父母去世很早,他们的坟墓在父亲的老家,一个离县城有几十公里的老乡下。在父母去世之前,乡下对我是陌生的,尽管那里住着爷爷奶奶和父亲的几个弟兄。
后来,那里已经是我很熟悉的地方了——每年清明的祭奠是我去感受一种亲情的时节,抚摸墓碑是我可怜的寄托。但是,永远没有“家”的感觉,那座坟茔,只是父母的归属,村子里的鸡鸣狗吠和袅袅炊烟,离我很远很远。那种心情,正如余光中的《乡愁》:“后来啊/乡愁是一方矮矮的坟墓/我在外头/母亲在里头”。
清明节那二伯家的豆腐
几十年的光阴如流水般过去,父母留在我心中的依然是永远不老的年轻的面容。心中的创伤,是时光无法填补的坑坑洼洼。愁肠,是岁月无法割断的幽怨。
父母的坟墓在村口。每年的祭祀,我们必定是把车子停在路边,首先到坟墓跟前。村子里的亲戚们不一会儿就会聚拢过来。然后,到各家坐坐,最后,到二伯家吃饭。这似乎已经成为了每年的惯例。 每年二伯家的饭菜,都少不了一大锅现磨先做的豆腐。就在年复一年之间,二伯成为了八十几岁的老人。

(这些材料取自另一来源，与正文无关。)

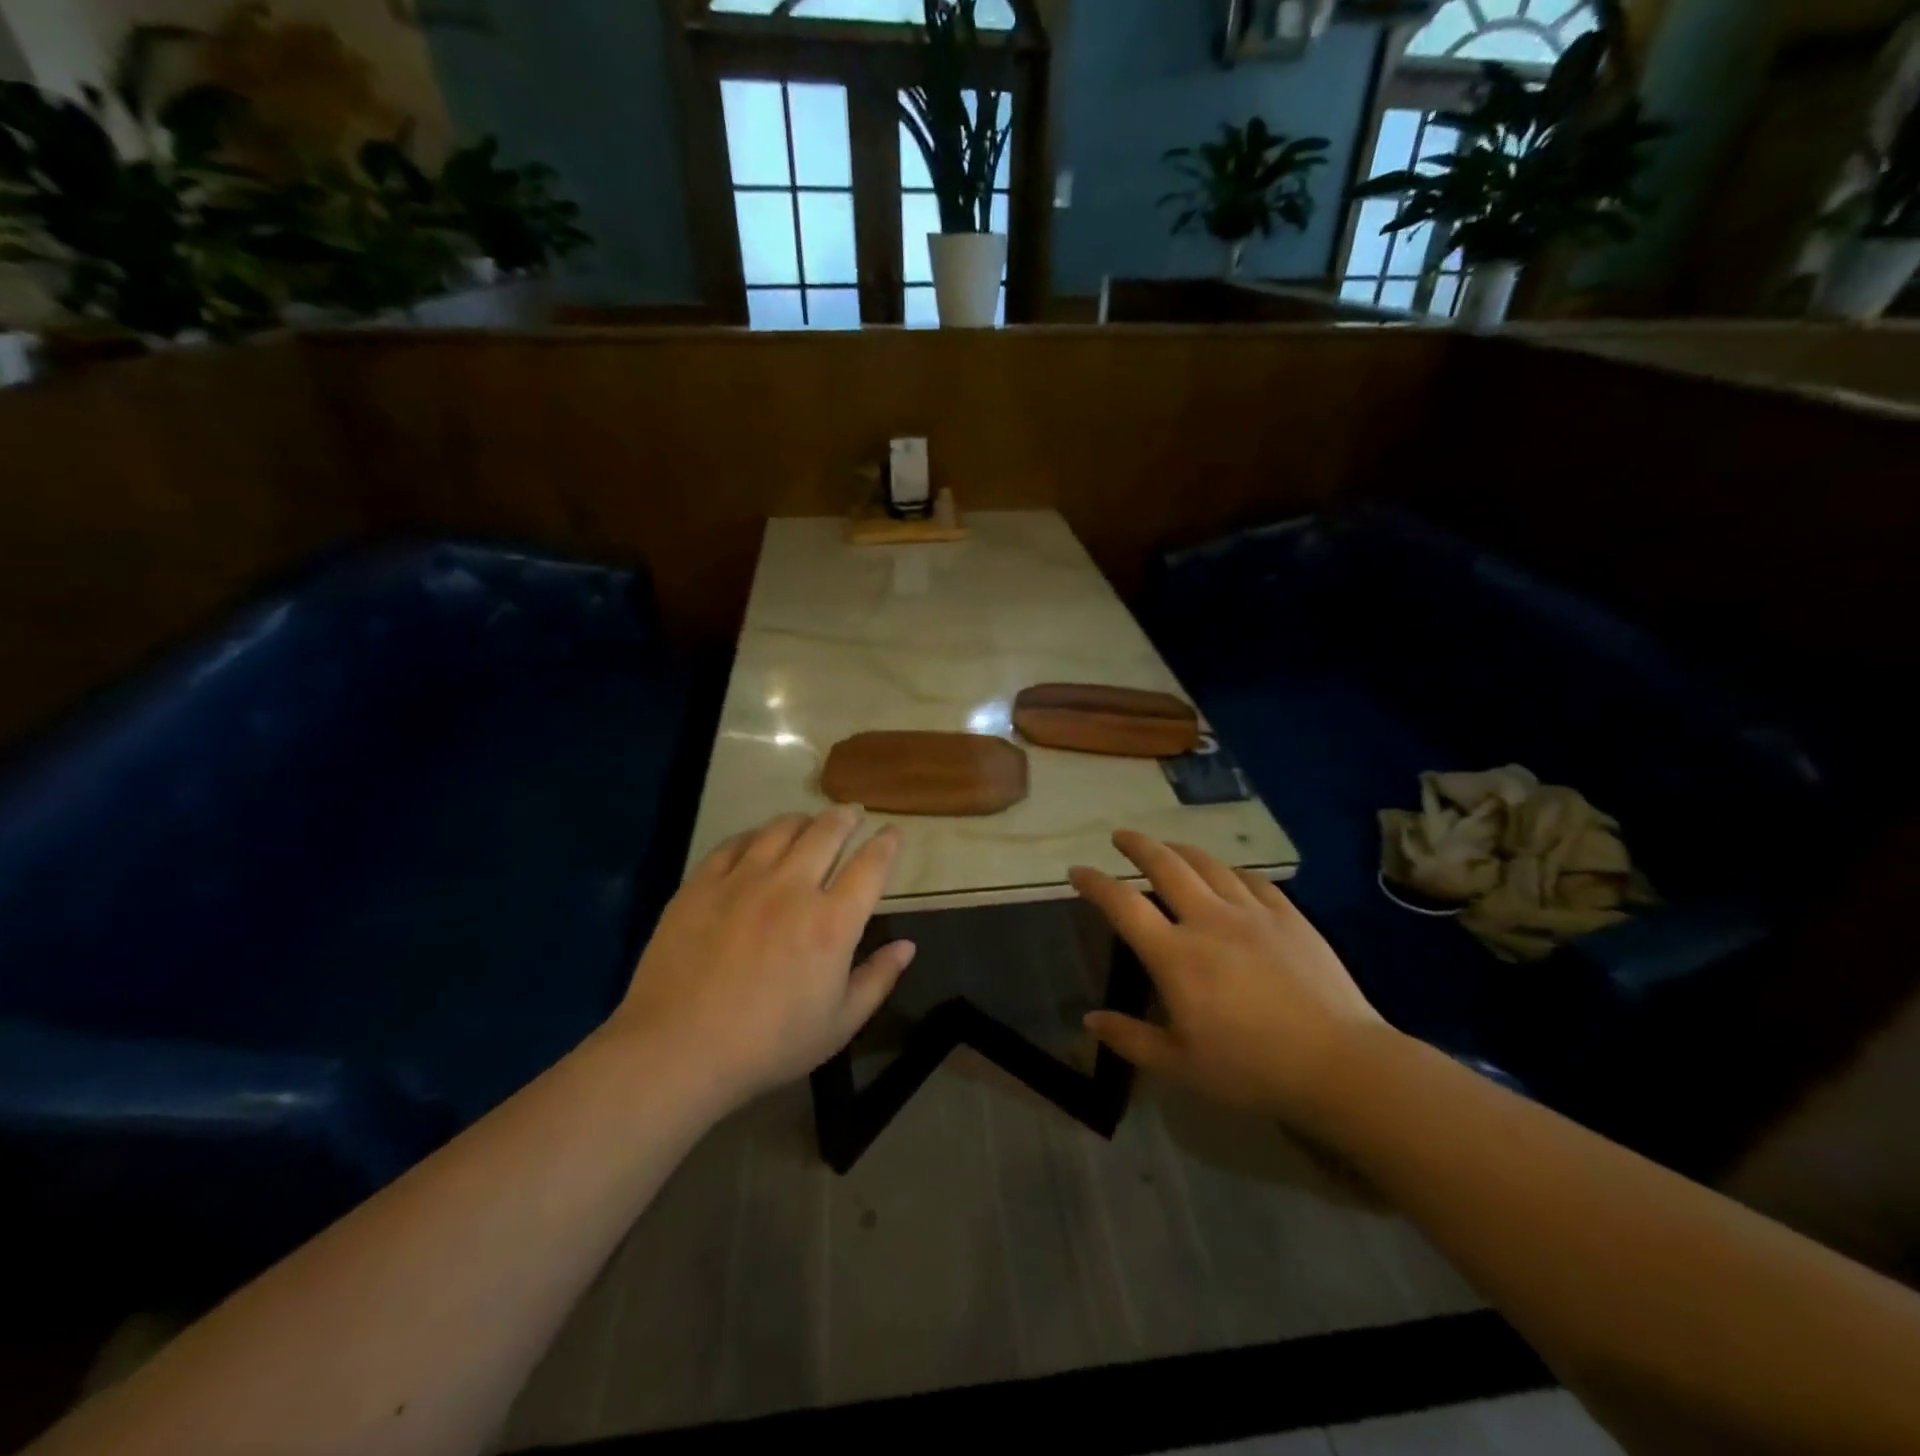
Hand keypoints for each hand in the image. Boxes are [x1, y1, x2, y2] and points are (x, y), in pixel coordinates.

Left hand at [611, 808, 914, 1106]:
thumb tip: (908, 946)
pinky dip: (754, 835)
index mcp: (833, 922)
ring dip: (803, 819)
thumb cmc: (769, 1045)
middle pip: (826, 833)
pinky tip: (757, 840)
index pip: (870, 866)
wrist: (678, 1049)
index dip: (886, 843)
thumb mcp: (839, 1024)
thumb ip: (878, 979)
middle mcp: (792, 888)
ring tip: (809, 820)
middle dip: (846, 818)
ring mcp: (744, 880)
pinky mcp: (702, 884)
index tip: (892, 831)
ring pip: (780, 829)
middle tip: (852, 813)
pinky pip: (734, 843)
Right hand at [1070, 831, 1387, 1127]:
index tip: (1077, 870)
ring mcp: (1252, 913)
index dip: (1096, 883)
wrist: (1340, 1064)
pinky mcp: (1289, 916)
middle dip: (1137, 845)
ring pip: (1208, 865)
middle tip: (1121, 836)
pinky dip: (1230, 871)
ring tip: (1167, 847)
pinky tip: (1228, 874)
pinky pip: (1252, 880)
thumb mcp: (1180, 1065)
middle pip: (1165, 865)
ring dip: (1180, 850)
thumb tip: (1089, 1019)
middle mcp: (1209, 921)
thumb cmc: (1251, 1069)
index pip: (1123, 905)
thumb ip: (1130, 1039)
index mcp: (1175, 956)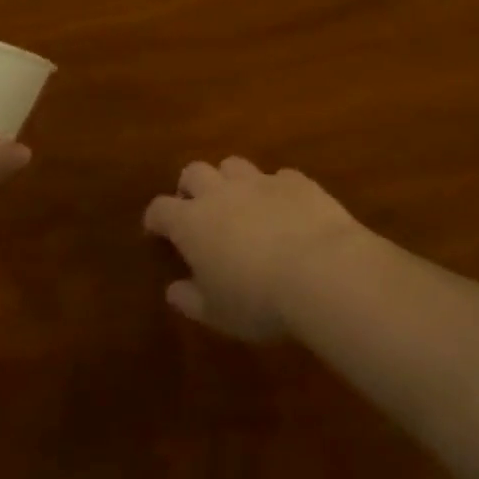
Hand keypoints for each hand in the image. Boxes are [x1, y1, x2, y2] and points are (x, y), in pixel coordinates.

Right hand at [143, 158, 369, 340]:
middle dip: (191, 186)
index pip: (161, 209)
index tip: (157, 230)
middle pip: (195, 172)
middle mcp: (222, 193)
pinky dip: (276, 189)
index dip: (156, 218)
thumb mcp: (217, 313)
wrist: (322, 270)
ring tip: (241, 203)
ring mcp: (262, 182)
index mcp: (192, 223)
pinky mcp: (297, 181)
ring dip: (231, 180)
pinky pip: (279, 176)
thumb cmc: (259, 301)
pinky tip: (286, 208)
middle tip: (197, 209)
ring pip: (235, 164)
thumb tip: (174, 289)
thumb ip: (191, 299)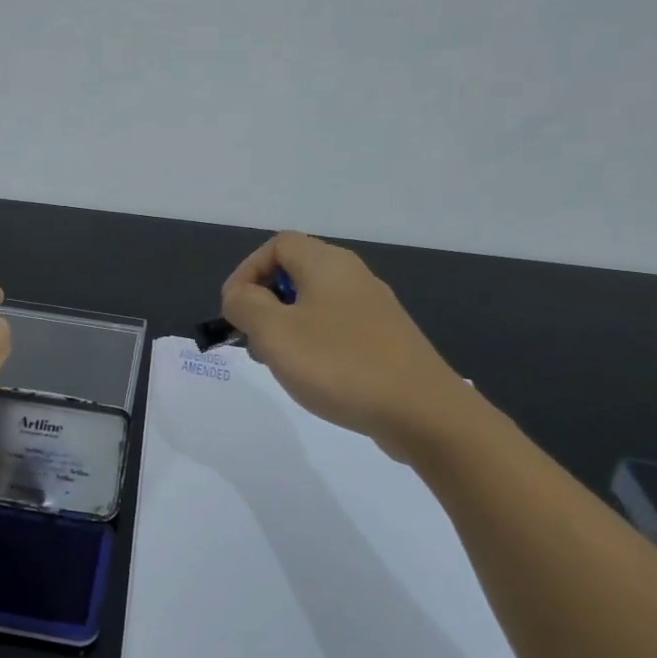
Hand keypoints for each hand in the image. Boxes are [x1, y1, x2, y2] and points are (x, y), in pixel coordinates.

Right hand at [220, 232, 480, 460]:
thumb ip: (245, 305)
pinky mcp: (387, 339)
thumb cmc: (340, 364)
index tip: (234, 311)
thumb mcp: (275, 332)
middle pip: (295, 272)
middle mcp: (353, 276)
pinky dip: (315, 343)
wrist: (422, 412)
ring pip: (315, 303)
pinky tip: (315, 377)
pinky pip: (337, 328)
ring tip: (280, 363)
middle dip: (264, 302)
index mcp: (327, 264)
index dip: (246, 272)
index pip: (276, 245)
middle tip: (253, 339)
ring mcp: (375, 309)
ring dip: (287, 326)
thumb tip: (240, 296)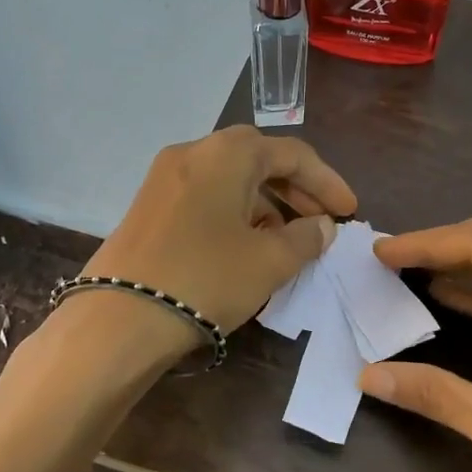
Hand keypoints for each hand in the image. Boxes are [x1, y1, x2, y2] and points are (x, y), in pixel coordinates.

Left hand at [84, 126, 356, 336]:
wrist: (121, 318)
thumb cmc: (206, 279)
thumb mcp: (269, 261)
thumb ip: (306, 238)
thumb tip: (322, 226)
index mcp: (227, 153)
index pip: (292, 154)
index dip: (327, 182)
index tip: (350, 212)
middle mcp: (194, 153)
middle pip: (258, 159)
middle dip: (296, 189)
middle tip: (321, 222)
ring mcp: (165, 178)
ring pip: (230, 179)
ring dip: (266, 203)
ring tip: (288, 240)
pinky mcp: (149, 206)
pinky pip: (206, 197)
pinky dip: (235, 213)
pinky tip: (246, 245)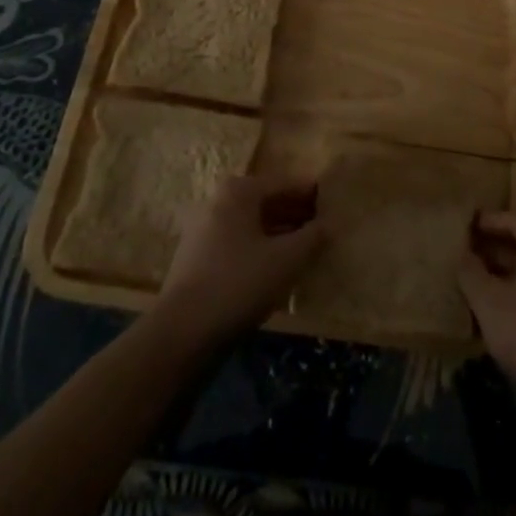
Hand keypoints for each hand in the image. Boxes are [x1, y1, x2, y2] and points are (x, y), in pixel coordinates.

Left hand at [152, 173, 323, 349]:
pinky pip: (238, 244)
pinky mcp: (198, 259)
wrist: (182, 331)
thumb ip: (312, 237)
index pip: (283, 183)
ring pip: (252, 225)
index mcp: (238, 191)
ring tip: (306, 249)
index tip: (332, 201)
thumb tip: (329, 224)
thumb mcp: (287, 259)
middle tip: (323, 226)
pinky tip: (277, 269)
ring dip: (279, 234)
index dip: (310, 193)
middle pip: (266, 202)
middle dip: (295, 214)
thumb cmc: (239, 282)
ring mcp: (204, 231)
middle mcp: (218, 202)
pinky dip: (260, 250)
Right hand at [460, 211, 515, 425]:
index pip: (514, 218)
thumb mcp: (489, 302)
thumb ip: (470, 272)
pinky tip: (501, 312)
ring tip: (476, 283)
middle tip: (465, 254)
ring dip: (508, 273)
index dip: (487, 221)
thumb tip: (461, 253)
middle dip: (495, 248)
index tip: (463, 226)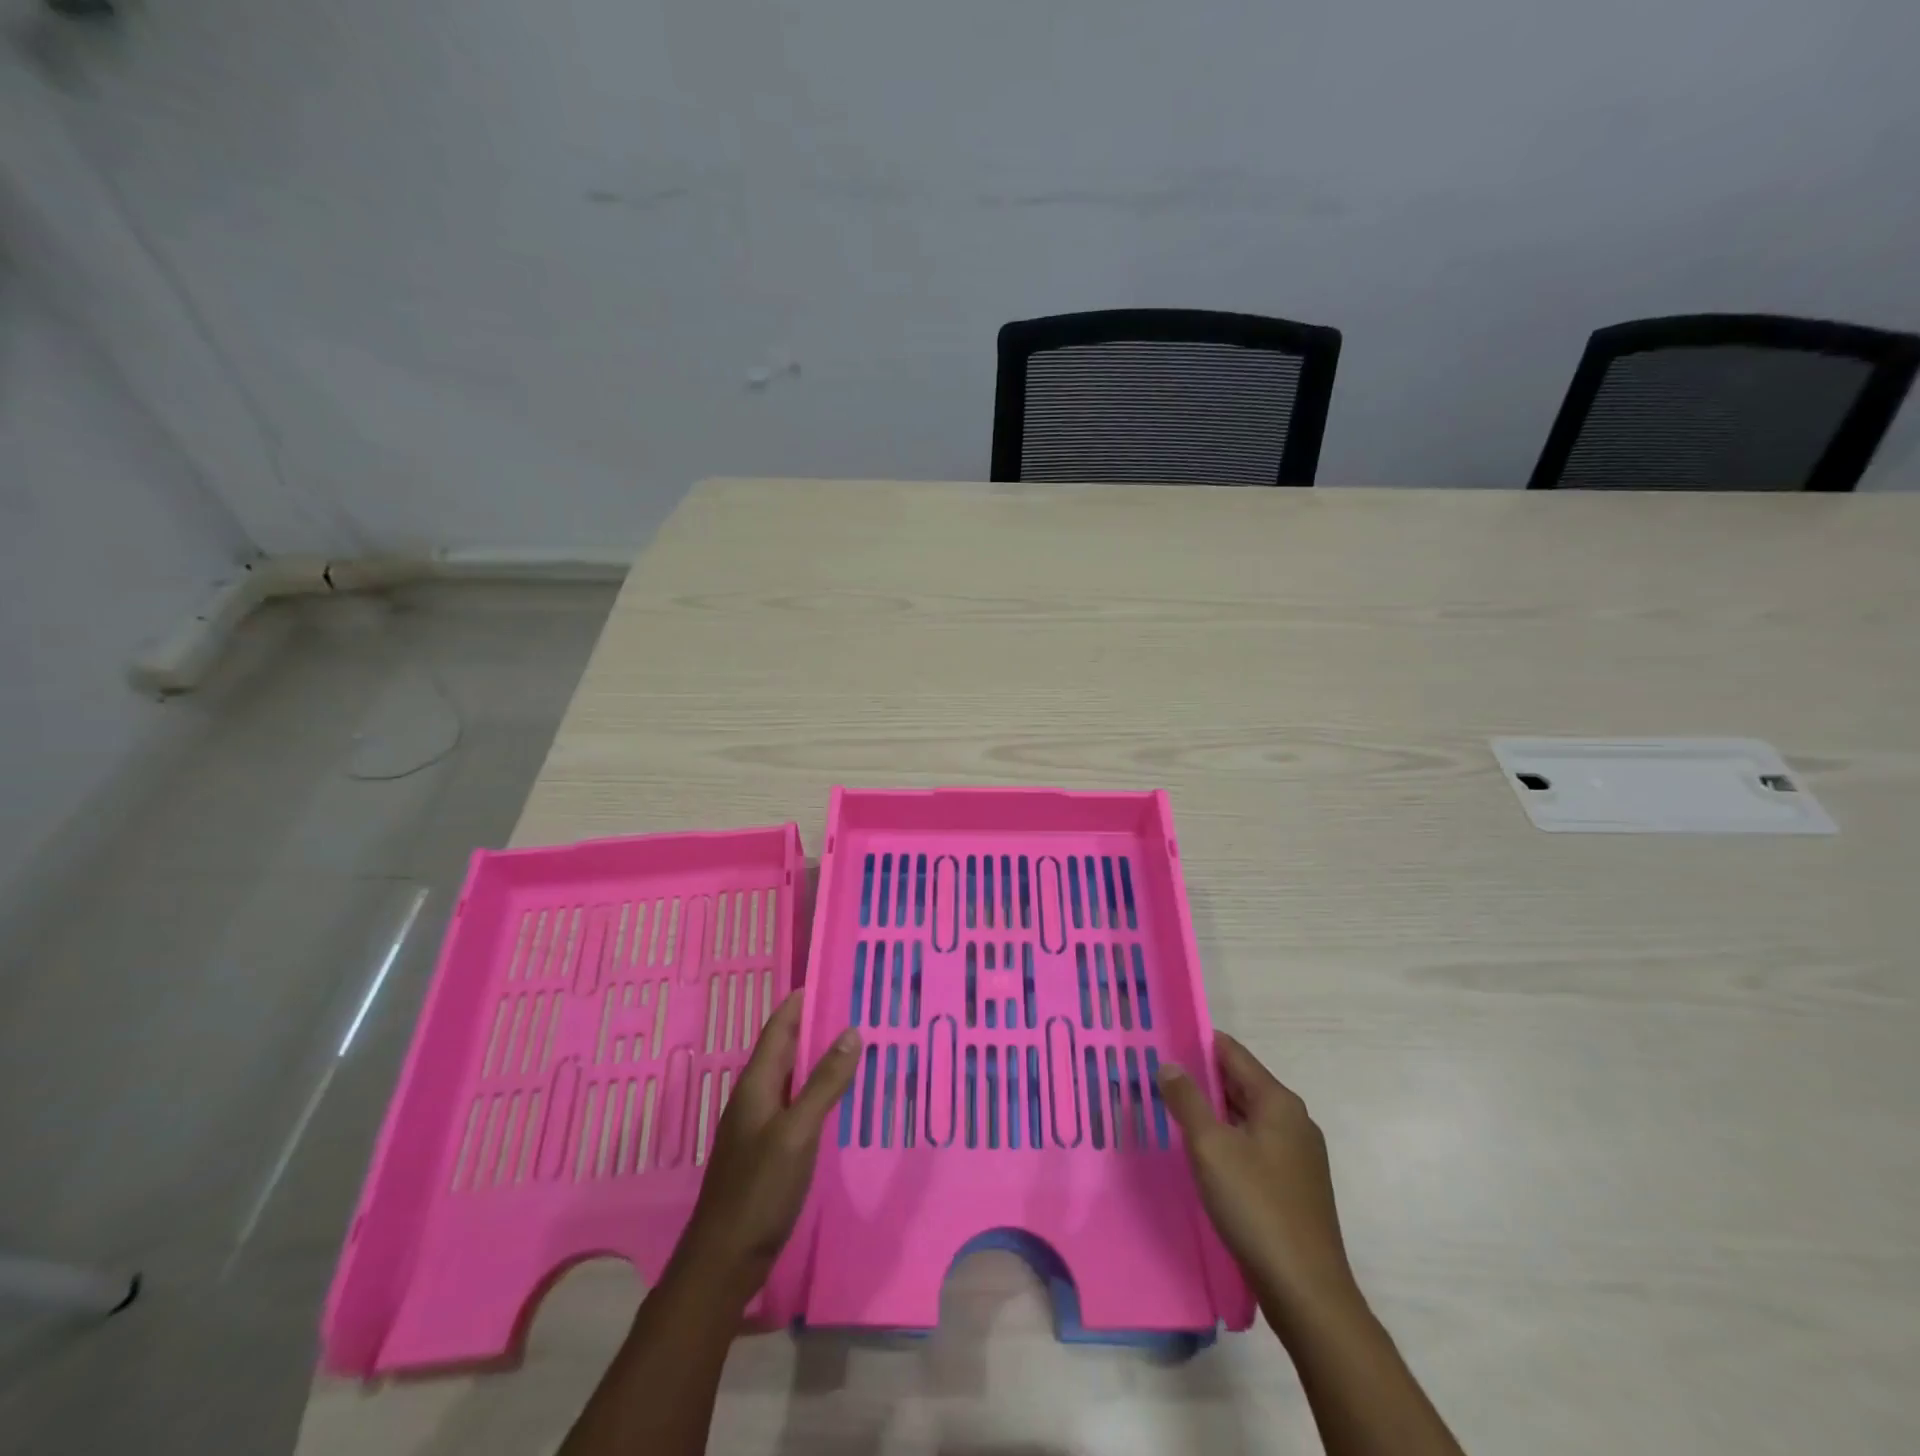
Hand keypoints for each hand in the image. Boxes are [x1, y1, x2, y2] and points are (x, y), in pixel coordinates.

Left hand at [672, 995, 859, 1286]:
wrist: (724, 1260)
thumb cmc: (760, 1189)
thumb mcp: (798, 1132)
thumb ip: (824, 1082)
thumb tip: (851, 1031)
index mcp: (756, 1084)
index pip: (779, 1027)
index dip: (800, 1001)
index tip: (830, 977)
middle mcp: (754, 1097)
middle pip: (784, 1048)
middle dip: (814, 1025)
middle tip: (853, 1006)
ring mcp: (757, 1126)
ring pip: (790, 1076)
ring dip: (816, 1057)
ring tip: (852, 1045)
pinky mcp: (765, 1150)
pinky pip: (793, 1103)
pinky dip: (815, 1089)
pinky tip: (836, 1098)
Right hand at [1157, 1032, 1357, 1319]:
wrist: (1307, 1292)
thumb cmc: (1256, 1207)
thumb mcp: (1210, 1147)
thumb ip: (1187, 1100)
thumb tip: (1169, 1065)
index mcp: (1278, 1101)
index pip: (1232, 1052)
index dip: (1197, 1043)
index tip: (1163, 1040)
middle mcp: (1293, 1120)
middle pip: (1240, 1082)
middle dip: (1200, 1078)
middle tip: (1157, 1076)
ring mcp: (1298, 1154)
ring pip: (1246, 1116)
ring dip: (1212, 1111)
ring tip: (1171, 1110)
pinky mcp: (1294, 1185)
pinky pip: (1254, 1144)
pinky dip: (1227, 1139)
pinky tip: (1202, 1153)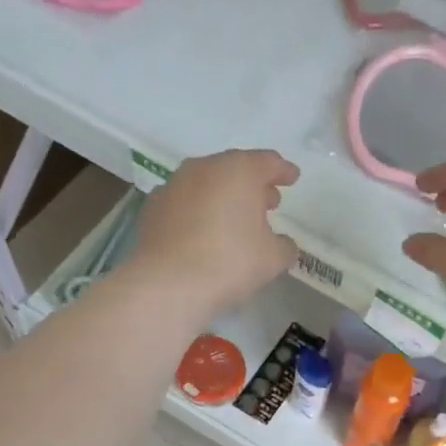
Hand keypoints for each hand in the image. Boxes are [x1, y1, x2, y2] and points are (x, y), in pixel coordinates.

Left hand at [129, 149, 298, 320]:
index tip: (292, 178)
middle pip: (235, 169)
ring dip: (223, 196)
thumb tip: (281, 243)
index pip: (268, 162)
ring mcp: (174, 185)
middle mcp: (204, 168)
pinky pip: (184, 202)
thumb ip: (284, 245)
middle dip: (253, 185)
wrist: (168, 283)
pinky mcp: (153, 207)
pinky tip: (202, 231)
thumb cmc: (230, 262)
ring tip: (234, 219)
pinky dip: (197, 210)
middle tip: (267, 203)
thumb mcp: (273, 258)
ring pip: (207, 183)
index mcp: (239, 170)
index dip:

大家在门外聊天,二伯母听不见,静静地坐在堂屋的门槛边上,不知道在想些什么
上周末去上坟,依然是到二伯家午饭,依然是一锅热腾腾的豆腐。只是,这些年二伯母已经做不动家务活了,佝偻着身子,耳朵也聋了,二伯去年摔了一跤,大伤元气,现在也离不开拐杖。做豆腐的做饭的活儿,早已是六十来岁的大嫂的事情了。 二伯很慈祥,很多年以来,看到他就像见到自己的父亲。其实,父亲的三个弟兄,大伯是和父亲长得最像的,大伯没有过世的时候,每次看到他我都会流眼泪,真希望他就是自己的爸爸。幺叔和父亲长得不像,所以也就没有特别的感情。倒是二伯每年的那一锅豆腐,让我感受到了父亲的温暖和亲情。只是,不知道这每年一锅的豆腐会享用到何年。只是希望二伯能够健康长寿,能够给我多看几年。